Mittelberg starts with a question that religious people often do not even consider: Why choose any faith at all?  His answer is interesting: because you don’t have an option.  We all place our faith in something.  The question is whether or not that faith is justified or not; true or not.  Contrary to popular belief, answering this question is possible.

Before he delves into the principles by which we can test worldview claims, he discusses and evaluates six faith paths that most people use to determine their beliefs, showing how each is deficient:

  • Pragmatism and Relativism = Whatever works for you is true for you.  Problems: 1. Competing truth claims cannot both be right; 2. No one really believes that their worldview is just true for them.
  • Tradition = That’s what I was taught, and I’ve always believed it.  Problems: 1. It is always possible to be taught something that is false; 2. It provides no way of adjudicating between competing traditions, and thus provides no basis for thinking your traditions are true and others’ are false.
  • Authority = I believe it because so-and-so says it’s true.  Problems: 1. Authorities can be mistaken; 2. Authorities contradict one another, so some authorities must be mistaken; 3. What reasons does the authority have for claiming X is true?
  • Intuition and Feelings = I believe whatever feels right to me.  Problems: 1. Other people feel competing truth claims are right, but both can’t be right.  This demonstrates that feelings are not reliable guides to truth; 2. Our hearts can deceive us.
  • Mysticism  = “God told me X is true,” or “I had an experience that confirms X is true.”  Problems: 1. Just because you feel something does not mean what you are feeling is real; 2. We can mistake feelings for spiritual realities; 3. Feelings and experiences may be real, but that does not mean they are good (such as demonic encounters).
  • Empiricism = I’ll only believe what I can see and experience.  Problem: Some knowledge is not dependent on empirical or sensory experience to be justified, such as history.

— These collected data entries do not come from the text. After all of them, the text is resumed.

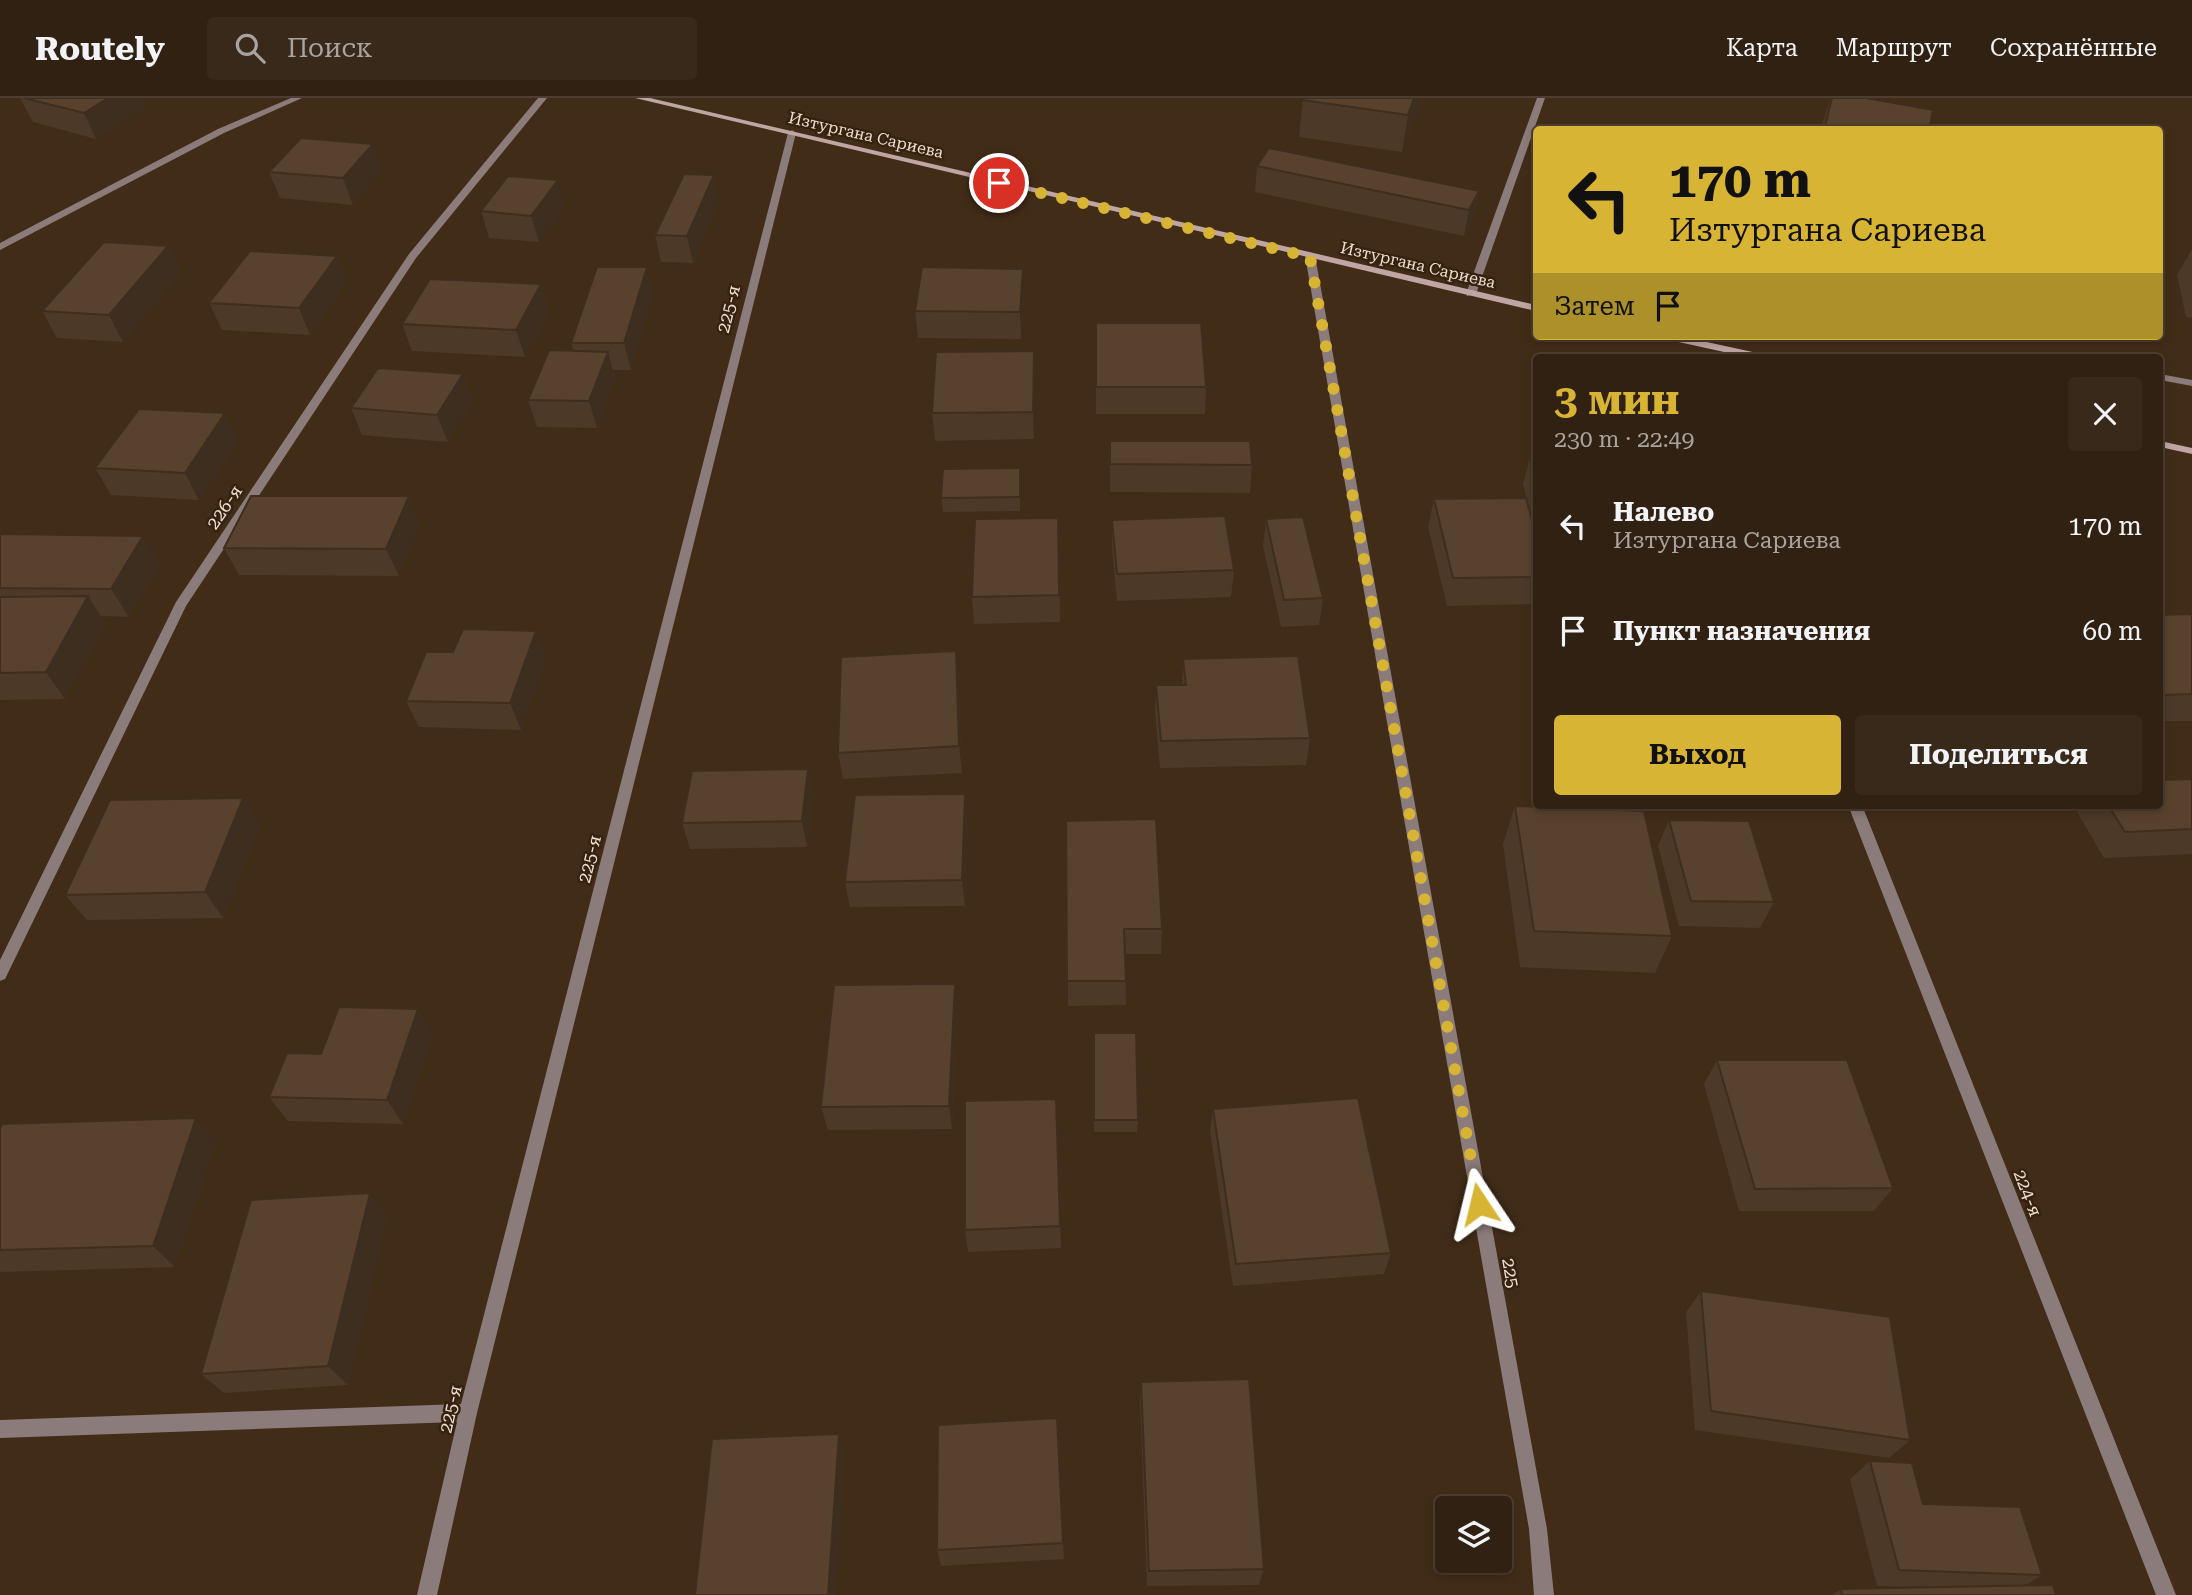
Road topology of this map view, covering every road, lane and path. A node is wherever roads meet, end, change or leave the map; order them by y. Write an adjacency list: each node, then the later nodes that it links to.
1 (298, 98): 6 (street)
2 (542, 98): 17 (street, 226-я)
3 (639, 98): 5 (street, Изтургана Сариева)
4 (1541, 98): 8 (street)
5 (792, 133): 7 (street, Изтургана Сариева); 18 (street, 225-я)
6 (0, 247)
7 (1310, 257): 8 (street, Изтургана Сариева); 21 (street, 225)
8 (1471, 294): 9 (street, Изтургана Сариева)
9 (1533, 307)
10 (1683, 340): 11 (street)
11 (1748, 354)
12 (2163, 378): 13 (street)
13 (2192, 383)
14 (2163, 445): 15 (street)
15 (2192, 451)
16 (1857, 809): 22 (street, 224-я)
17 (0, 975)
18 (468, 1413): 19 (street); 20 (street, 225-я)
19 (0, 1429)
20 (427, 1595)
21 (1544, 1595)
22 (2166, 1595)

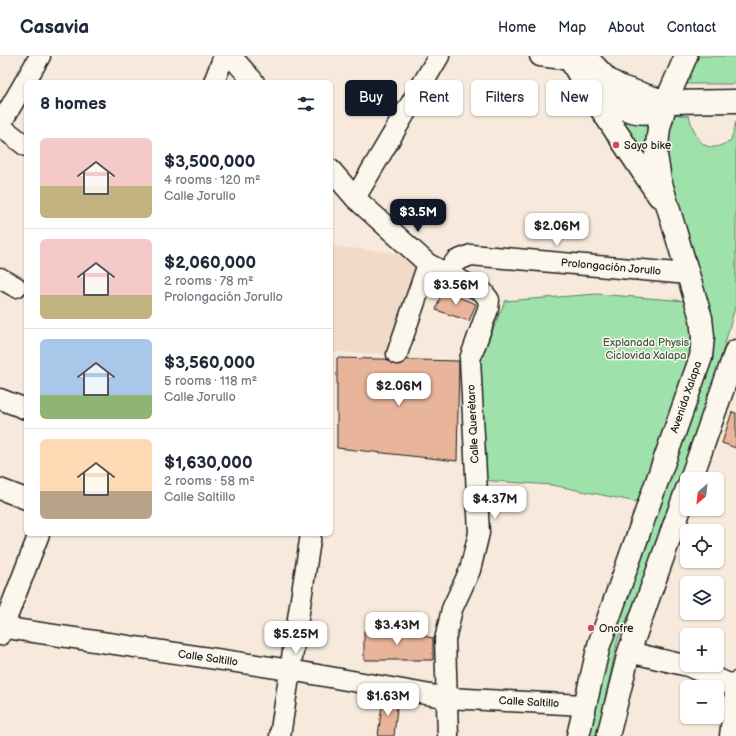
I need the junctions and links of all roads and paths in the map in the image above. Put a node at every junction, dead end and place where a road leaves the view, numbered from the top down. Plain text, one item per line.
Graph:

Mittelberg rejects these faith paths in favor of the evidential faith path, by which he means a combination of good reason and experience.  This faith path employs basic principles by which all worldviews can be tested, sifting the credible from the incredible until we finally narrow down our options to one.

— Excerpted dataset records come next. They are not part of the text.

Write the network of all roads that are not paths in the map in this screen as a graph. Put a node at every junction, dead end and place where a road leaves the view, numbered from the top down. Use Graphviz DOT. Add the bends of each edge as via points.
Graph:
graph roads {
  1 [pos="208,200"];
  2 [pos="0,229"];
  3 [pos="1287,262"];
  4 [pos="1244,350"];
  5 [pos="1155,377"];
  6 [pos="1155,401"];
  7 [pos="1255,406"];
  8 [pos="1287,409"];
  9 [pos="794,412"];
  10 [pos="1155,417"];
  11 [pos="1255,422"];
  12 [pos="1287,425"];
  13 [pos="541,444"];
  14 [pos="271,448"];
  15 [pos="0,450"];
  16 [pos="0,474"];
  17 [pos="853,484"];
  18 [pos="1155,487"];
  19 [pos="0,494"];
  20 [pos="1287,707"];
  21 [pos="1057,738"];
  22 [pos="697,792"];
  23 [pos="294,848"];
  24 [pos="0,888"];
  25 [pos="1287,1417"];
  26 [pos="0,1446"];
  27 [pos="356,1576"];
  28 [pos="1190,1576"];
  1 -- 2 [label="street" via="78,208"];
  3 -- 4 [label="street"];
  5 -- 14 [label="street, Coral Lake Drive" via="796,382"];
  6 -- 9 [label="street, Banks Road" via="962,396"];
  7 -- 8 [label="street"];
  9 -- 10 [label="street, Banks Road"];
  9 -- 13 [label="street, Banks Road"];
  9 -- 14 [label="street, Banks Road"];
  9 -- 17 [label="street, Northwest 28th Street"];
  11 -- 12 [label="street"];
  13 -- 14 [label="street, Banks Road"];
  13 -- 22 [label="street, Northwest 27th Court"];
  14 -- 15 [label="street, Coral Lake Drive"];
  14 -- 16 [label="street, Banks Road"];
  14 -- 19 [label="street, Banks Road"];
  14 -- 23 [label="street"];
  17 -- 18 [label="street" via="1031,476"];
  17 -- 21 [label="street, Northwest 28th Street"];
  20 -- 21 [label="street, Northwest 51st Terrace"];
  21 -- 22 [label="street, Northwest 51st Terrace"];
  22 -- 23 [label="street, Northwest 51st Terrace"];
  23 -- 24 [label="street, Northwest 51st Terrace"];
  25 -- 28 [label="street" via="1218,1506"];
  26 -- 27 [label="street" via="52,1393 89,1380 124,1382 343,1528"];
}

One principle for sifting worldview claims is to test them logically and empirically.  Mittelberg offers 20 evidences of this nature that support the Christian worldview including the beginning and exquisite fine-tuning of the universe, the origin of biological information, the existence of an objective moral law, confirmation of the historical accuracy of the Bible, miracles, fulfilled prophecies, and the resurrection of Jesus from the dead.

Mittelberg ends the book appropriately by discussing barriers to faith, and helping his readers overcome them:

  • Lack of information
  • Lack of openness
  • Intellectual doubt
  • Lack of experience
  • Lifestyle issues
  • Personal hurts
  • Sense of control
  • Anger
  • Discomfort
  • Disinterest
  • Fear
  • Oversimplicity

I would highly recommend this book for both believers and unbelievers alike.  It will help Christians be confident that they have chosen the proper faith, and help guide unbelievers through the process of choosing their faith wisely, all the while gently leading them toward Christianity through an application of the principles of the book as it proceeds along.